Group Insurance Obstacles: The Origins and Effects of Fragmented Systems
Introduction
As many of my friends and family know, there are two things I really love to do in my free time during the long days of summer. One is to go fishing, although as an animal lover, I do have a firm catch-and-release policy; my fishing activity is purely for fun and not dinner. My second and more frequent pastime is to curl up with a good book. It can be on most any subject, as long as it’s well-written and piques my interest. One of my more recent favorites was a sales book that emphasized connecting with customers by partnering with them to diagnose their specific problems, understand the root causes, and work with them to envision – and ultimately reach – a future state where the current problem(s) have been addressed and resolved.
This strategy made me consider how Vitech works with our group insurance clients to solve their technology transformation problems, and subsequently gave rise to our new blog series, “Group Insurance Obstacles.” The four-part series will examine group insurance companies’ collective issues and their origins, and how they can be solved for companies to achieve an optimal, transformed state. In this week’s segment, we examine how many insurers’ legacy systems and traditionally conservative cultures lead to a group benefits ecosystem rife with complex and antiquated technology. These often-outdated systems, coupled with their inability to seamlessly work with data from external sources, generally result in a domino effect of manual processes and reconciliations, extra work for staff, and ultimately, difficulty in adding or updating products to appeal to new customers.
The Legacy System Ecosystem
The group insurance “ecosystem” refers to the internal and external systems and data sources that a group benefits insurance company needs to access seamlessly to drive efficiency and a compelling experience for users – employers, employees, brokers, and internal employees. Every group benefits implementation involves a different combination of integrations with the external ecosystem (brokers/TPAs, enrollment vendors, human resource system vendors, payroll vendors) and different plan rules and data types for each employer client. This complexity has resulted in a witches’ brew of manual processes, data reconciliation requirements, and general inefficiency. Employer client onboarding, list bill reconciliations, and accessing plan rules for claims processing are important examples of manual processes that disrupt group insurance company operations.
It’s important to understand that a large, interconnected ecosystem by itself is not a bad thing, but in most group insurers’ case, legacy administration, billing, claims, and other systems were not engineered for easy data exchange and rules management and make it very difficult to support this increasingly complex market ecosystem.

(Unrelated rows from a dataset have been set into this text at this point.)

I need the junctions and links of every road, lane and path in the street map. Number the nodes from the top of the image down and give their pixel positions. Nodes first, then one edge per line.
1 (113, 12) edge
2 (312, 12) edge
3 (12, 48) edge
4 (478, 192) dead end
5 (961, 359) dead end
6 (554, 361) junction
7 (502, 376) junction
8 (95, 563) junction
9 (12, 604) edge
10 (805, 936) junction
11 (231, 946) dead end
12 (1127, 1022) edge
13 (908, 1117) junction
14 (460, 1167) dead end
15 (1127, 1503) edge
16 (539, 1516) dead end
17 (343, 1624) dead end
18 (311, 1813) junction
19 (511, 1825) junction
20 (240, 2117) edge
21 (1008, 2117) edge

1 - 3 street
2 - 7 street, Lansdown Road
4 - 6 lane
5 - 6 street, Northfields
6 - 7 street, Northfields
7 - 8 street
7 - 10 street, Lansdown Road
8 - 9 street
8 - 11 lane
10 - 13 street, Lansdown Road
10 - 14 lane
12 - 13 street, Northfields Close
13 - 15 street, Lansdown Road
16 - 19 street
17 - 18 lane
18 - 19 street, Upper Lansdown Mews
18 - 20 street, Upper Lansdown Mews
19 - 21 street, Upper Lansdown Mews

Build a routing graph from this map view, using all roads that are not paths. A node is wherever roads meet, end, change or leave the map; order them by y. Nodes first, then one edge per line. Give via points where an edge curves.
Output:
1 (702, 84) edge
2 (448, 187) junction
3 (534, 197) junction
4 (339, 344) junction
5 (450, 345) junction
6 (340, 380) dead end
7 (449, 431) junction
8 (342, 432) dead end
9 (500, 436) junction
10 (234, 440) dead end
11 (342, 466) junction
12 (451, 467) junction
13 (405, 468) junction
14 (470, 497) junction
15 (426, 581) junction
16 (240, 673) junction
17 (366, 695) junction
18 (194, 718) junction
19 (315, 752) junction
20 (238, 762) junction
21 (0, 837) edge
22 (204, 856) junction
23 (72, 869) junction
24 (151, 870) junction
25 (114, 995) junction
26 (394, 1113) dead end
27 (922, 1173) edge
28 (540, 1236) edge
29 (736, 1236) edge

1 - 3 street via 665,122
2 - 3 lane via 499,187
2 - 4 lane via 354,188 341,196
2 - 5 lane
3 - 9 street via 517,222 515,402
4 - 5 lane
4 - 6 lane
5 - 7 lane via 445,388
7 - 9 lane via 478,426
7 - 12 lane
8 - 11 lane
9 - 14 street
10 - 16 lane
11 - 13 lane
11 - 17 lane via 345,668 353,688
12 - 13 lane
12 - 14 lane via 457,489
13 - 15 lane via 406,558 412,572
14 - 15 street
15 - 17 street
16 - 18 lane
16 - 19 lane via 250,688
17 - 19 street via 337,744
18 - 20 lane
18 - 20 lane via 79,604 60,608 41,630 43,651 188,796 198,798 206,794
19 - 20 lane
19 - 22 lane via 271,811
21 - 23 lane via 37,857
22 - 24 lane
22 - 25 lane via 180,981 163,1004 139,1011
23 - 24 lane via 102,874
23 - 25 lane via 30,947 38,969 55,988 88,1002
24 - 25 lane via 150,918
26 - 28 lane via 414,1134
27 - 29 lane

Today’s API-first, configurable, cloud-native technology can circumvent these issues by greatly streamlining data exchange and overall rules management. This can greatly increase insurers’ efficiency, provide a better digital end-user experience, accelerate speed to market for new products and services, and provide the foundation for advanced analytics and reporting that can be used to continuously optimize the business.
Different Historical Priorities and A Change-Resistant Culture
The fact that so many insurers still depend on these legacy systems begs the question of why they continue to maintain them? Until the past five to 10 years, individual lines of business, the largest part of the life insurance industry, has received the most investment in modern core systems. This has changed as growth for individual lines of business has stagnated, while growth for group benefits business lines has increased, often with higher operating margins, to boot. A change-resistant corporate culture has also contributed to the delays. But many companies have reached the breaking point with overall manual processes and the poor user experience, lower operational inefficiency, and slow speed to market that ensue. They now understand the significant competitive advantages associated with modernizing their core systems, with policy administration an important component.
Conclusion
Group insurance companies have to navigate through the complex, interconnected insurance benefits ecosystem, which makes it difficult to improve processes and deliver a compelling user experience to employees, employers, and brokers. Antiquated legacy systems and a historically change-resistant culture have led to an over-reliance on manual processing that now undermines competitiveness. Investment in a modern policy administration system can help group insurance companies to become more competitive in this otherwise very attractive market.